10. The method of any one of claims 1-9, wherein the primers in the amplification reaction performed in step e) comprise a fourth index;

preferably, the fourth index comprises a combination of at least one, two or more than three of the N7xx indexes;

preferably, the fourth index comprises a combination of at least one, two or more than three of the P5xx indexes;

preferably, the fourth index comprises a combination of at least one, two or more than three of the N5xx indexes;

wherein, the P3xx index, the N7xx index, the P5xx index or the N5xx index are as follows:

11. the method of any one of claims 2-10, wherein the carrier comprises a well, tube or plate.

12. The method of any one of claims 1-11, further comprising adding an rnase.

13. The method of any one of claims 1-12, further comprising obtaining cells, immobilizing and permeabilizing the cells.
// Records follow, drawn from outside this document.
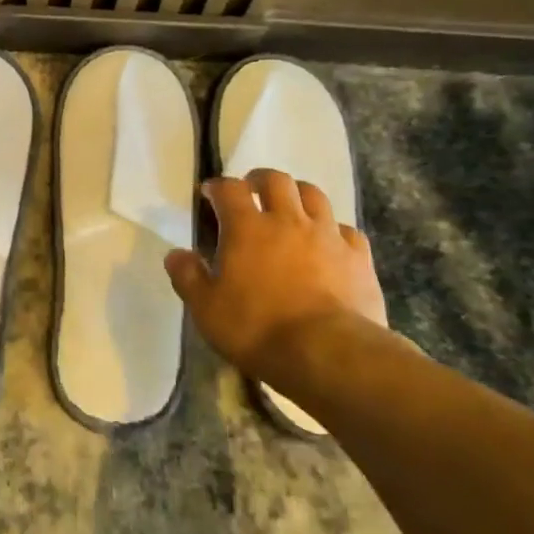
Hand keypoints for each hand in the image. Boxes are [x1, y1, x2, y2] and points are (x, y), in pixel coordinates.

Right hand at [164, 169, 386, 378]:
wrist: (329, 353)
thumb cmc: (258, 329)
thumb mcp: (207, 310)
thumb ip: (188, 277)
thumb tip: (175, 254)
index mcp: (247, 228)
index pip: (229, 189)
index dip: (218, 187)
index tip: (210, 193)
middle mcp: (288, 220)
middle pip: (276, 180)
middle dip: (260, 179)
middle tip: (252, 191)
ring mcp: (327, 235)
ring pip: (314, 195)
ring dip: (298, 194)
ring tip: (291, 208)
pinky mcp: (358, 257)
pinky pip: (347, 230)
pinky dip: (334, 230)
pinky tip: (330, 243)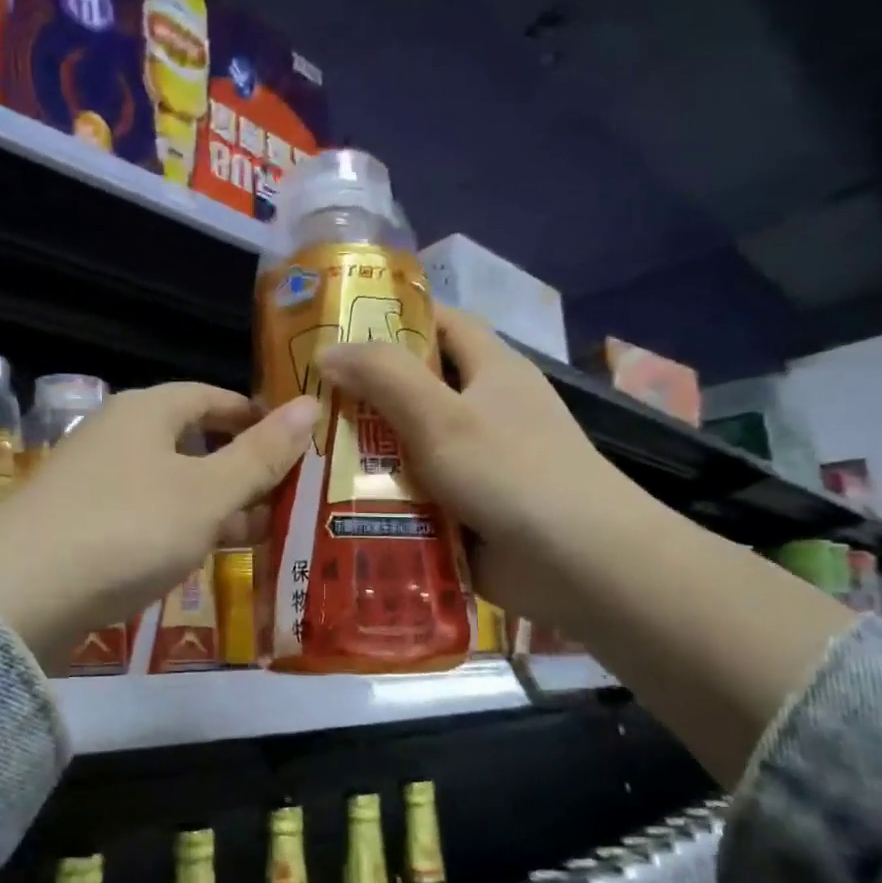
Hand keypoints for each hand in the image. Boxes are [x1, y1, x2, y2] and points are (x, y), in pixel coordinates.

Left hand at [0, 384, 320, 671]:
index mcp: (146, 412)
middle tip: (287, 497)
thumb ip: (259, 454)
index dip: (254, 415)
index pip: (210, 397)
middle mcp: (116, 437)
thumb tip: (311, 404)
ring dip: (214, 506)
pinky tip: (202, 557)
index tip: (293, 441)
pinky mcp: (79, 527)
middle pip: (190, 442)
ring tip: (261, 533)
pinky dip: (179, 531)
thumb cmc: (128, 527)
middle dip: (240, 468)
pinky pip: (145, 518)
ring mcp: (93, 484)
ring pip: (169, 485)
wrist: (21, 593)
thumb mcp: (207, 492)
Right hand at [316, 306, 620, 623]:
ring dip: (364, 453)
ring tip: (303, 455)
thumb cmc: (512, 472)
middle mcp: (483, 410)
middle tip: (302, 402)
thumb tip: (325, 351)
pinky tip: (332, 504)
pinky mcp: (465, 509)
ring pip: (408, 446)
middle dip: (362, 394)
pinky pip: (413, 494)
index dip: (393, 318)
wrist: (578, 564)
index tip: (336, 329)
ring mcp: (474, 463)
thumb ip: (384, 377)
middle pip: (415, 389)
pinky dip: (380, 498)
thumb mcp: (442, 416)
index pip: (440, 322)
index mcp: (490, 370)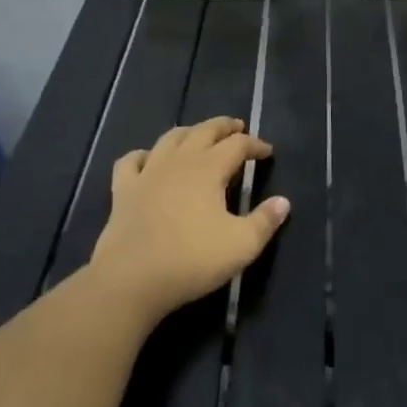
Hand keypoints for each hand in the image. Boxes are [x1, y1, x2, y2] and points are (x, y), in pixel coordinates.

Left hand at [87, 117, 289, 324]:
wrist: (130, 280)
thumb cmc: (191, 260)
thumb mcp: (241, 246)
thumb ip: (265, 221)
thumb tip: (283, 202)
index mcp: (209, 169)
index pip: (237, 144)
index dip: (255, 144)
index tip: (267, 152)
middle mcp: (179, 161)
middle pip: (204, 130)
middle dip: (224, 126)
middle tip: (237, 128)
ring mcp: (148, 173)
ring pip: (170, 138)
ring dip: (189, 132)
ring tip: (199, 136)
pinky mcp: (123, 191)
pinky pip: (131, 161)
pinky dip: (143, 155)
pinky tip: (148, 160)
14. A method of constructing a transcriptome library, said method comprising reverse transcribing mRNA with the addition of a reverse transcription primer to obtain a first strand of cDNA carrying a second adaptor; placing the cell on a vector, and ligating the obtained first strand of the cDNA to the vector using a first vector-specific adaptor; synthesizing a second strand of the cDNA; the transcriptome cDNA was purified and amplified with primers.
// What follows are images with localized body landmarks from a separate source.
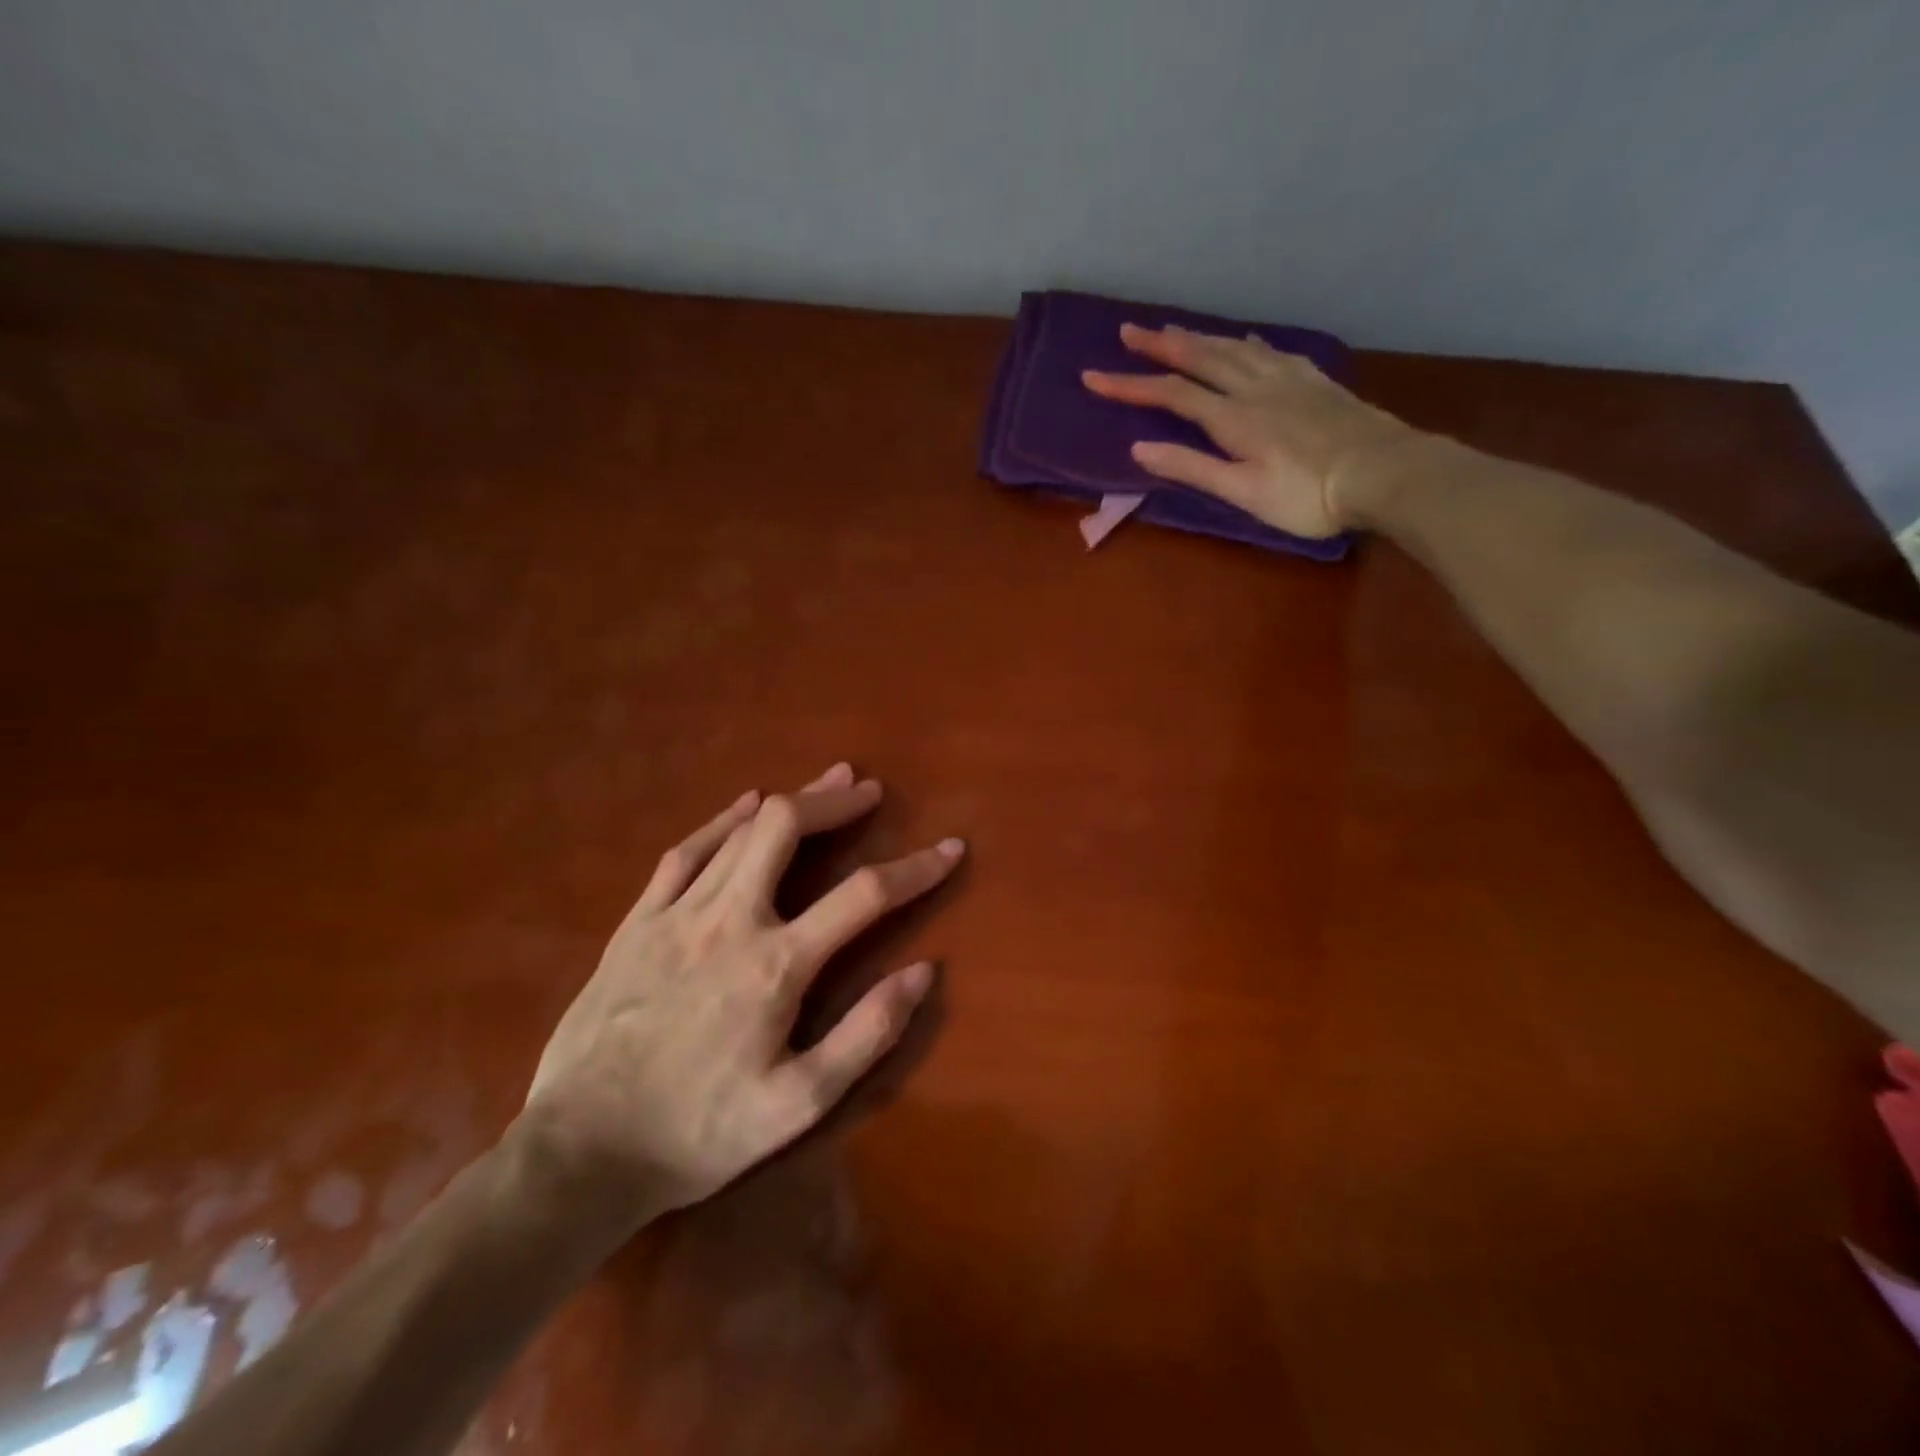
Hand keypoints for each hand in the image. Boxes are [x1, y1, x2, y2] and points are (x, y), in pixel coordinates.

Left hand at [519, 763, 962, 1224]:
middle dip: (835, 801)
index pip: (864, 895)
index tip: (949, 848)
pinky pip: (685, 852)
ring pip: (740, 831)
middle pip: (787, 829)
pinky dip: (721, 821)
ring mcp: (677, 914)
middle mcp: (730, 920)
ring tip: (826, 783)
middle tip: (869, 790)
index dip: (915, 868)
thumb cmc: (699, 1133)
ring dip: (790, 801)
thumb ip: (866, 1034)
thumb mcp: (799, 1104)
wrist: (581, 1153)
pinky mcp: (638, 922)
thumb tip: (924, 971)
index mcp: (776, 965)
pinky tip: (743, 805)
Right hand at [1082, 323, 1421, 537]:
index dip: (1129, 385)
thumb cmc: (1307, 495)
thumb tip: (1139, 448)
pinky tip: (1244, 339)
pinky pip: (1270, 351)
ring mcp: (1287, 379)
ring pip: (1233, 348)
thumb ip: (1192, 468)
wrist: (1384, 473)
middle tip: (1127, 330)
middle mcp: (1254, 387)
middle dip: (1159, 345)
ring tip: (1172, 328)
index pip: (1170, 394)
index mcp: (1232, 418)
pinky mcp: (1314, 381)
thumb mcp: (1242, 492)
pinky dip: (1245, 342)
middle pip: (1200, 358)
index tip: (1092, 377)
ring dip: (1198, 337)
15. A method of constructing a chromatin DNA library, said method comprising cleaving open chromatin using a transposon to obtain a DNA fragment carrying a first adaptor; placing the cells on a carrier, and connecting the obtained DNA fragment carrying the first linker to the carrier by using a first carrier specific linker; the DNA was purified and the chromatin DNA was amplified separately with primers.

16. A nucleic acid library obtained by the method of any one of claims 1-15.

17. A sequencing method comprising constructing the nucleic acid library of claim 16.

18. Use of a nucleic acid library according to claim 16, wherein said use comprises tumor target screening, disease monitoring or preimplantation embryo diagnosis.